On 14/11/18 09:53, Richard Biener wrote:
WIDEN_MULT_PLUS is special on our target in that it creates double-sized
vectors.
Are there really double-size vectors or does the target simply produce
the output in two vectors? Usually targets have WIDEN_MULT_PLUS_LOW/HIGH
or _EVEN/ODD split operations. Or, like - what I now remember - for the
DOT_PROD_EXPR optab, the target already reduces element pairs of the
result vector (unspecified which ones) so the result vector is of the same
size as the inputs.
The output of widening multiply and widening multiply-add is stored
in two consecutive registers. So, they can be used as separate
vectors, but you can't choose the register numbers indepenndently.
OTOH, you can treat them together as a double-sized vector, but
without any extra alignment requirements over a single-sized vector.
That is, if your target produces two vectors you may instead want to hide
that fact by claiming you support DOT_PROD_EXPR and expanding
it to the widen-mult-plus plus reducing (adding) the two result vectors to
get a single one.
Doing a part of the reduction in the loop is a bit pointless.
I have tried another approach, to advertize the WIDEN_MULT_PLUS
and WIDEN_MULT operations as LO/HI part operations of the double
vector size, and also add fake double-vector patterns for move, widening
and add (they get expanded or splitted to single-vector patterns).
That seems to work for the dot product, it's like the code is unrolled by
a factor of two. There are a few drawbacks though:
- the tree optimizer creates separate WIDEN_MULT and PLUS expressions,
and it is left to the combiner to clean that up. That combination and
register allocation
might be a bit fragile.
- if the input isn't known to be aligned to the doubled vector size, a
run-time
check is inserted to use an unvectorized loop if there is no excess
alignment.
- auto-increment for the loads is lost. I can probably fix this by
keeping double-sized
loads around for longer or with some special-purpose pass, but both
might have
some other drawbacks. But there's actually a configuration option for
an instruction
to load multiple vector registers with register-indirect or
auto-increment, so there is
some merit to have a pattern for it.
- the code size is larger.
- vectorization will fail if any other code is mixed in for which no
double-vector patterns are provided.
- this approach uses SUBREGs in ways that are not safe according to the
documentation.
But then, other ports like i386 and aarch64-little endian do that too.

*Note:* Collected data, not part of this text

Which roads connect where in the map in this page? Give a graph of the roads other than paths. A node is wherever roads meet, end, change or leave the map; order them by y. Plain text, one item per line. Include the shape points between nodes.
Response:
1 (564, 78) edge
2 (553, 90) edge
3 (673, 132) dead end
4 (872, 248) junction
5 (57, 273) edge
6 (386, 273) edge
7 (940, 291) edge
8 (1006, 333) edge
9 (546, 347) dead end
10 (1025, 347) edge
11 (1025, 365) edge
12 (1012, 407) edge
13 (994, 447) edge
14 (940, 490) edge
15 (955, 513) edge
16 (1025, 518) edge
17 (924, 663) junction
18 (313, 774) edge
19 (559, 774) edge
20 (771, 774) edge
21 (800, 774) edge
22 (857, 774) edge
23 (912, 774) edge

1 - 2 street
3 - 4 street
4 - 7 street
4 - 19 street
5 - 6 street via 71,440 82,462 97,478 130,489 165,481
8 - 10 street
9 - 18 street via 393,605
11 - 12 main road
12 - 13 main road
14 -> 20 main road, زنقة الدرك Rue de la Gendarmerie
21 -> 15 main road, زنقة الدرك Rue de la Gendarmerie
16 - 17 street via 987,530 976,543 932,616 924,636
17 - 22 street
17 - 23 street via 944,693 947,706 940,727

I think it is now (since we have
SUBREG_BYTE) safe to have subregs of registers with hard reg sizes
larger than UNITS_PER_WORD,
as long as you refer to entire hard registers. Maybe we could change
the documentation?
AFAICT, there are also only four places that need to be patched to make
a lowpart access with a SUBREG of such a hard register safe. I'm trying
this at the moment, it was justa few hours late for the
phase 1->3 deadline.
I suppose for WIDEN_SUM_EXPR, I'd have to have one double-vector-sized
pattern that
adds the products of the two input vectors into the double output
vector, and leave
the rtl loop optimizer to get the constant pool load of the all-ones
vector out of
the loop. But again, there'll be issues with excess alignment
requirements and code size.
The vectorizer cannot really deal with multiple sizes, thus for example
a V4SI * V4SI + V4DI operation and that all those tree codes are exposed
as "scalar" is sth that continues to confuse me but is mainly done because
at pattern recognition time there's only the scalars.
Well, the vectorizer makes an exception for reductions as it'll allow to
maintain
either a vector or a scalar during the loop, so why not allow other
sizes for that
value as well? It's all hidden in the final reduction emitted by the
epilogue.
For vectorization I would advise to provide expansion patterns for
codes that are already supported, in your case DOT_PROD_EXPR.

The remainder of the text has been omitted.